■ Required action
Lines with "EAST": please show every one of them from the listing below.

■ Supplied records

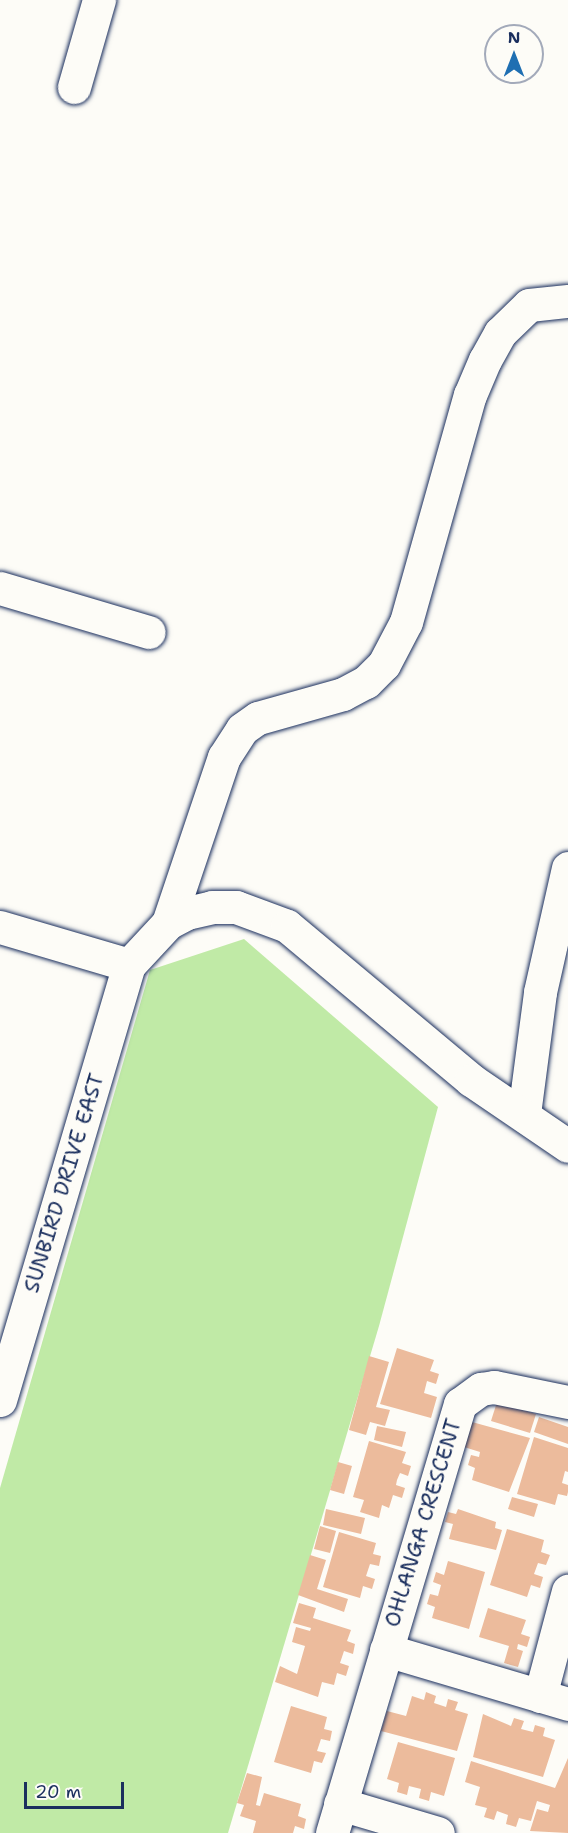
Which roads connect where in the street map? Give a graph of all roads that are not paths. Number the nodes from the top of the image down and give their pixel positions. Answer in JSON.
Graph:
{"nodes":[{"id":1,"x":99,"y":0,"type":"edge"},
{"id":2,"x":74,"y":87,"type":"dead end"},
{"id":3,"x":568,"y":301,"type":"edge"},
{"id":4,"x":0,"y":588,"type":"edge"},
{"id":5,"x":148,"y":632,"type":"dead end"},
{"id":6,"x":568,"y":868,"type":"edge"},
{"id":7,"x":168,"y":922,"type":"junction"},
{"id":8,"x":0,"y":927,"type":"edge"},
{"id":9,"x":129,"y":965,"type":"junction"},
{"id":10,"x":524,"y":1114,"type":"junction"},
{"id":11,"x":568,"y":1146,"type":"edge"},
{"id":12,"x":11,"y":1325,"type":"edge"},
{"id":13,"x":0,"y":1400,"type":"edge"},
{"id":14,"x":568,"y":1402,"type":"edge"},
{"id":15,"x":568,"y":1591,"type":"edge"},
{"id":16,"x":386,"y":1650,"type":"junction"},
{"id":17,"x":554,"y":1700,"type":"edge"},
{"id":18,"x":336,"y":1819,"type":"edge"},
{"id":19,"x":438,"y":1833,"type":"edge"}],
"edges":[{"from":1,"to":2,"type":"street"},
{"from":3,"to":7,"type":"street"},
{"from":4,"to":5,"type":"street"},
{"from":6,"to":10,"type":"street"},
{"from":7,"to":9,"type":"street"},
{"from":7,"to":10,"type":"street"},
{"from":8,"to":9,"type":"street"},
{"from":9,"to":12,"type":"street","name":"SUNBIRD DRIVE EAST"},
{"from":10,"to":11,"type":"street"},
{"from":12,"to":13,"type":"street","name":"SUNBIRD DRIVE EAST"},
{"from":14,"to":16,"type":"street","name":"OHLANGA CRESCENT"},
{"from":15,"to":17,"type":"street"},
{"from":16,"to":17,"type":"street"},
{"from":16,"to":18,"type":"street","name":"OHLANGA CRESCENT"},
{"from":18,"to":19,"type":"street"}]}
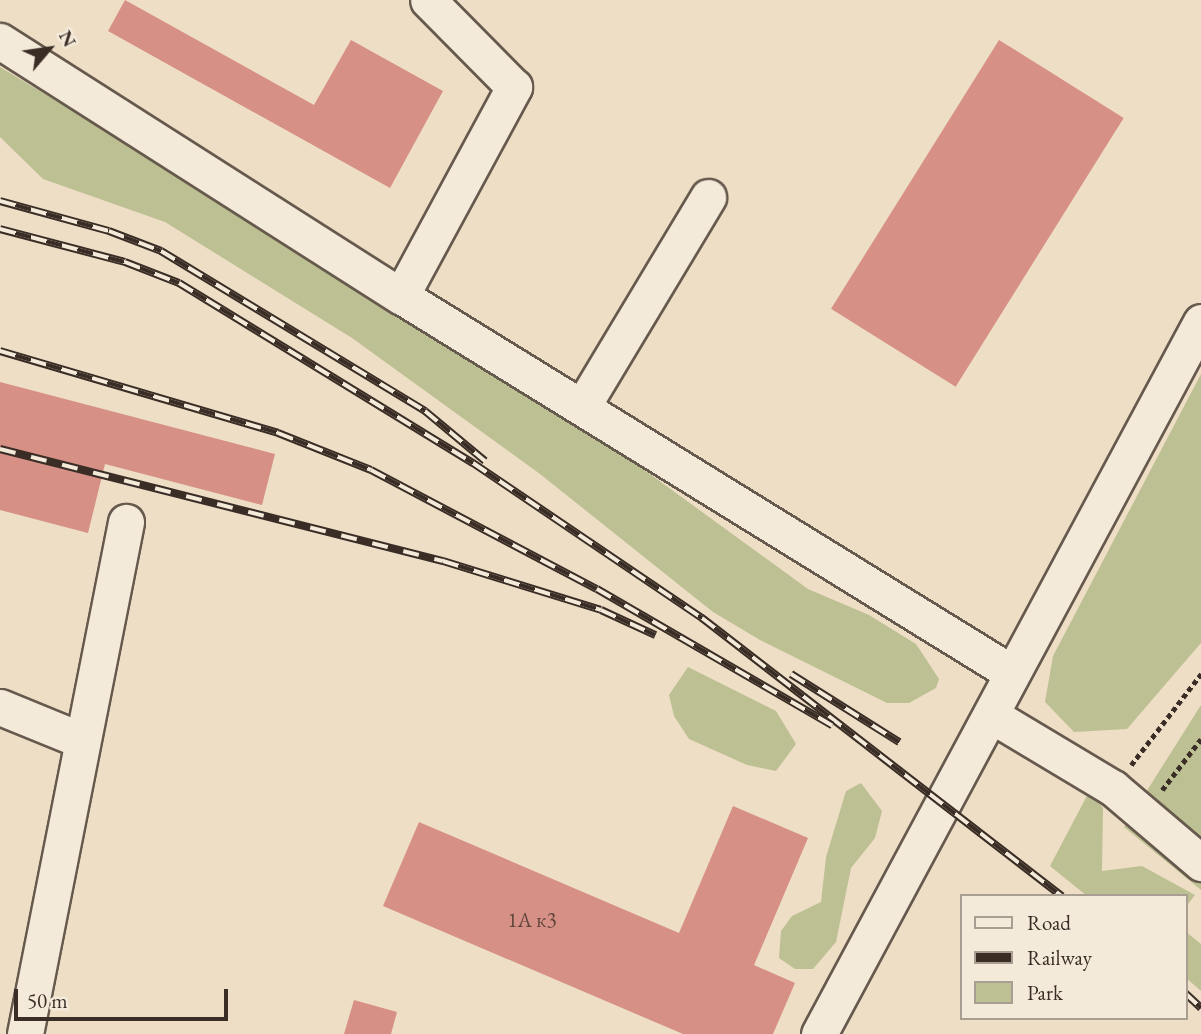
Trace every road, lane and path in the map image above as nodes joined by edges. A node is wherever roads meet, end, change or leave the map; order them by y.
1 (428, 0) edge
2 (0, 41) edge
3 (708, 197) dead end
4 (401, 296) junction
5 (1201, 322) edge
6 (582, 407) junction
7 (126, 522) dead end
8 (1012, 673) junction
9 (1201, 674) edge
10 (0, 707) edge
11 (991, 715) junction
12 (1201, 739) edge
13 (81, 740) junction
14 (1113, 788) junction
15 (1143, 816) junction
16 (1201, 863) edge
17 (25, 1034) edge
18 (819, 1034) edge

■ Exercise response
{"from":9,"to":12,"type":"street","name":"SUNBIRD DRIVE EAST"},
{"from":12,"to":13,"type":"street","name":"SUNBIRD DRIVE EAST"},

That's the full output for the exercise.